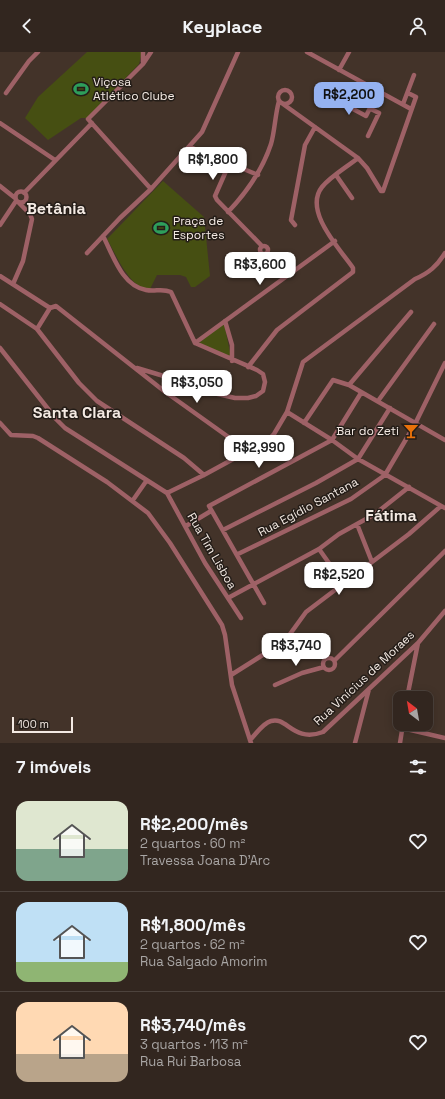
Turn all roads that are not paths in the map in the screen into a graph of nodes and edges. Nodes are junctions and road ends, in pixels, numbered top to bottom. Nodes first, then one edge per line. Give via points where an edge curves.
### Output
1 (38, 52) edge
2 (143, 52) edge
3 (151, 52) edge
4 (238, 52) edge
5 (308, 52) edge
6 (349, 52) edge
7 (143, 64) junction
8 (339, 70) junction
9 (414, 75) dead end
10 (379, 90) junction
11 (6, 93) dead end
12 (408, 93) junction
13 (340, 102) dead end
14 (403, 104) junction
15 (371, 109) junction
16 (411, 109) junction
17 (0, 123) edge
18 (92, 123) junction
19 (315, 127) junction
20 (368, 136) dead end
21 (190, 147) junction
22 (358, 158) junction
23 (55, 160) junction
24 (230, 162) junction
25 (258, 174) junction
26 (336, 175) junction
27 (0, 186) edge
28 (151, 189) junction
29 (24, 192) junction
30 (352, 198) dead end
31 (17, 201) junction
32 (228, 212) junction
33 (0, 225) edge
34 (294, 225) dead end
35 (103, 236) junction
36 (335, 242) junction
37 (262, 246) dead end
38 (87, 253) dead end
39 (445, 253) edge
40 (0, 276) edge
41 (13, 284) junction
42 (0, 304) edge
43 (50, 308) junction
44 (411, 312) dead end
45 (225, 321) junction
46 (434, 324) dead end
47 (37, 329) junction
48 (194, 343) junction
49 (0, 348) edge
50 (232, 361) junction
51 (445, 363) edge
52 (248, 366) junction
53 (137, 368) junction
54 (158, 374) junction
55 (171, 379) junction
56 (154, 383) junction
57 (349, 385) junction
58 (164, 391) junction
59 (361, 393) junction
60 (378, 401) junction
61 (390, 408) junction
62 (287, 412) junction
63 (0, 423) edge
64 (304, 423) junction
65 (415, 424) junction
66 (332, 440) junction
67 (445, 440) edge
68 (248, 451) junction
69 (358, 459) junction
70 (204, 475) junction
71 (385, 475) junction
72 (147, 480) junction
73 (409, 487) junction
74 (167, 493) junction
75 (133, 500) junction
76 (443, 507) edge
77 (211, 511) junction
78 (357, 524) junction
79 (186, 526) junction
80 (223, 530) junction
81 (319, 549) junction
82 (445, 551) edge
83 (238, 554) junction
84 (372, 562) junction
85 (343, 583) junction
86 (253, 584) junction
87 (228, 598) junction
88 (264, 603) dead end
89 (445, 611) edge
90 (241, 618) dead end
91 (418, 643) junction
92 (335, 660) junction
93 (324, 667) junction
94 (231, 675) junction
95 (275, 685) dead end
96 (369, 689) junction
97 (408, 691) edge
98 (401, 731) edge
99 (422, 731) edge
100 (445, 737) edge
101 (251, 741) edge
102 (355, 743) edge
103 (400, 743) edge

1 - 11 street
2 - 7 street
3 - 7 street
4 - 21 street via 202,132
5 - 8 street
6 - 8 street
7 - 18 street via 88,118
8 - 10 street
9 - 12 street
10 - 14 street
10 - 15 street
12 - 14 street
12 - 16 street via 416,97
13 - 15 street via 366,116
14 - 16 street
15 - 20 street via 379,113
16 - 22 street via 385,189 381,191
17 - 23 street
18 - 23 street
18 - 28 street
19 - 22 street
19 - 25 street via 281,102 271,143
19 - 34 street via 305,144 292,220
21 - 24 street
21 - 28 street
22 - 26 street
23 - 29 street
24 - 25 street
24 - 32 street via 216,196
25 - 32 street
26 - 30 street
26 - 36 street via 320,190 317,203 320,221
27 - 31 street
28 - 35 street
29 - 31 street via 18,192
29 - 31 street via 24,202
31 - 33 street
31 - 41 street via 32,219 23,261
32 - 37 street
35 - 38 street
35 - 48 street via 127,280 146,290 171,292
36 - 45 street
36 - 52 street via 353,268 353,272 277,330
39 - 62 street via 438,265 427,274 414,279 303,362
40 - 41 street
41 - 43 street
42 - 47 street
43 - 47 street
43 - 53 street via 58,308
44 - 57 street
45 - 48 street
45 - 50 street via 232,345
46 - 60 street
47 - 70 street via 74,377 97,400 184,458
48 - 50 street
49 - 72 street via 65,428
50 - 52 street
51 - 65 street
52 - 55 street via 263,374 265,378 263,391 248,398 189,391
53 - 54 street
53 - 56 street
54 - 55 street
54 - 56 street
55 - 58 street via 164,383
56 - 58 street
57 - 59 street
57 - 64 street via 333,380
58 - 68 street
59 - 60 street
59 - 66 street
60 - 61 street
61 - 65 street
61 - 69 street
62 - 64 street
62 - 68 street via 274,434
63 - 75 street via 11,435 38,438
64 - 66 street
65 - 67 street
65 - 71 street
66 - 69 street
66 - 77 street via 210,504
68 - 70 street
69 - 71 street
69 - 80 street
70 - 74 street
71 - 73 street
71 - 83 street, Rua Egídio Santana via 351,499
72 - 74 street
72 - 75 street
73 - 76 street
73 - 78 street via 375,514
74 - 79 street, Rua Tim Lisboa
75 - 94 street via 157,525 218,618 225,635
76 - 84 street
77 - 79 street
77 - 80 street
78 - 81 street
78 - 84 street
79 - 87 street, Rua Tim Lisboa via 205,563
80 - 83 street
81 - 85 street
81 - 86 street
82 - 92 street
83 - 86 street
84 - 85 street
85 - 94 street via 306,612 285,641
86 - 87 street
86 - 88 street
87 - 90 street, Rua Tim Lisboa
89 - 91 street, Rua Vinícius de Moraes
91 - 96 street, Rua Vinícius de Moraes
91 - 97 street
92 - 93 street via 325,659
92 - 93 street via 333,669 327,670
93 - 95 street
94 - 101 street via 233,690
96 - 101 street, Rua Vinícius de Moraes via 323,732 315,736 304,736 278,720 272,720 265,724
96 - 102 street
98 - 103 street
99 - 100 street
______________________________
> What the exercise asks: Each line of the listing must be restated word for word, and the pictures left out.

> Response below:
Turn all roads that are not paths in the map in the screen into a graph of nodes and edges. Nodes are junctions and road ends, in pixels, numbered top to bottom. Nodes first, then one edge per line. Give via points where an edge curves.
### Output
1 (38, 52) edge
2 (143, 52) edge
3 (151, 52) edge
4 (238, 52) edge
5 (308, 52) edge
6 (349, 52) edge
7 (143, 64) junction
8 (339, 70) junction
9 (414, 75) dead end
10 (379, 90) junction
11 (6, 93) dead end
12 (408, 93) junction
13 (340, 102) dead end
14 (403, 104) junction
15 (371, 109) junction
16 (411, 109) junction
17 (0, 123) edge
18 (92, 123) junction
19 (315, 127) junction
20 (368, 136) dead end
21 (190, 147) junction
22 (358, 158) junction
23 (55, 160) junction
24 (230, 162) junction
25 (258, 174) junction
26 (336, 175) junction
27 (0, 186) edge
28 (151, 189) junction
29 (24, 192) junction
30 (352, 198) dead end
31 (17, 201) junction
32 (228, 212) junction
33 (0, 225) edge
34 (294, 225) dead end
35 (103, 236) junction
36 (335, 242) junction
37 (262, 246) dead end
38 (87, 253) dead end
39 (445, 253) edge
40 (0, 276) edge
41 (13, 284) junction
42 (0, 304) edge
43 (50, 308) junction
44 (411, 312) dead end
45 (225, 321) junction
46 (434, 324) dead end
47 (37, 329) junction
48 (194, 343) junction
49 (0, 348) edge
50 (232, 361) junction
51 (445, 363) edge
52 (248, 366) junction
53 (137, 368) junction
54 (158, 374) junction
55 (171, 379) junction
56 (154, 383) junction
57 (349, 385) junction
58 (164, 391) junction
59 (361, 393) junction
60 (378, 401) junction
61 (390, 408) junction
62 (287, 412) junction
63 (0, 423) edge
64 (304, 423) junction
65 (415, 424) junction
66 (332, 440) junction
67 (445, 440) edge
68 (248, 451) junction
69 (358, 459) junction
70 (204, 475) junction
71 (385, 475) junction
72 (147, 480) junction
73 (409, 487) junction
74 (167, 493) junction
75 (133, 500) junction
76 (443, 507) edge
77 (211, 511) junction
78 (357, 524) junction
79 (186, 526) junction
80 (223, 530) junction
81 (319, 549) junction
82 (445, 551) edge
83 (238, 554) junction
84 (372, 562) junction
85 (343, 583) junction
86 (253, 584) junction
87 (228, 598) junction
88 (264, 603) dead end
89 (445, 611) edge
90 (241, 618) dead end
91 (418, 643) junction
92 (335, 660) junction
93 (324, 667) junction
94 (231, 675) junction
95 (275, 685) dead end
96 (369, 689) junction
97 (408, 691) edge
98 (401, 731) edge
99 (422, 731) edge
100 (445, 737) edge
101 (251, 741) edge
102 (355, 743) edge
103 (400, 743) edge

1 - 11 street
2 - 7 street
3 - 7 street
4 - 21 street via 202,132
5 - 8 street
6 - 8 street
7 - 18 street via 88,118
8 - 10 street
9 - 12 street
10 - 14 street
10 - 15 street
12 - 14 street
12 - 16 street via 416,97
13 - 15 street via 366,116
14 - 16 street
15 - 20 street via 379,113
16 - 22 street via 385,189 381,191
17 - 23 street
18 - 23 street
18 - 28 street
19 - 22 street
19 - 25 street via 281,102 271,143
19 - 34 street via 305,144 292,220
21 - 24 street
21 - 28 street
22 - 26 street
23 - 29 street
24 - 25 street
24 - 32 street via 216,196
25 - 32 street
26 - 30 street
26 - 36 street via 320,190 317,203 320,221
27 - 31 street
28 - 35 street
29 - 31 street via 18,192
29 - 31 street via 24,202
31 - 33 street
31 - 41 street via 32,219 23,261
32 - 37 street
35 - 38 street
35 - 48 street via 127,280 146,290 171,292
36 - 45 street
36 - 52 street via 353,268 353,272 277,330
39 - 62 street via 438,265 427,274 414,279 303,362
40 - 41 street
41 - 43 street
42 - 47 street
43 - 47 street
43 - 53 street via 58,308
44 - 57 street
45 - 48 street
45 - 50 street via 232,345
46 - 60 street
47 - 70 street via 74,377 97,400 184,458
48 - 50 street
49 - 72 street via 65,428
50 - 52 street
51 - 65 street
52 - 55 street via 263,374 265,378 263,391 248,398 189,391
53 - 54 street
53 - 56 street
54 - 55 street
54 - 56 street
55 - 58 street via 164,383
56 - 58 street
57 - 59 street
57 - 64 street via 333,380
58 - 68 street
59 - 60 street
59 - 66 street
60 - 61 street
61 - 65 street
61 - 69 street
62 - 64 street
62 - 68 street via 274,434
63 - 75 street via 11,435 38,438
64 - 66 street
65 - 67 street
65 - 71 street
66 - 69 street
66 - 77 street via 210,504
68 - 70 street
69 - 71 street
69 - 80 street
70 - 74 street
71 - 73 street
71 - 83 street, Rua Egídio Santana via 351,499
72 - 74 street
72 - 75 street
73 - 76 street
73 - 78 street via 375,514
74 - 79 street, Rua Tim Lisboa
75 - 94 street via 157,525 218,618 225,635
76 - 84 street
77 - 79 street
77 - 80 street
78 - 81 street
78 - 84 street
79 - 87 street, Rua Tim Lisboa via 205,563
80 - 83 street
81 - 85 street
81 - 86 street
82 - 92 street
83 - 86 street
84 - 85 street
85 - 94 street via 306,612 285,641
86 - 87 street
86 - 88 street
87 - 90 street, Rua Tim Lisboa
89 - 91 street, Rua Vinícius de Moraes
91 - 96 street, Rua Vinícius de Moraes
91 - 97 street
92 - 93 street via 325,659
92 - 93 street via 333,669 327,670
93 - 95 street
94 - 101 street via 233,690
96 - 101 street, Rua Vinícius de Moraes via 323,732 315,736 304,736 278,720 272,720 265,724
96 - 102 street
98 - 103 street
99 - 100 street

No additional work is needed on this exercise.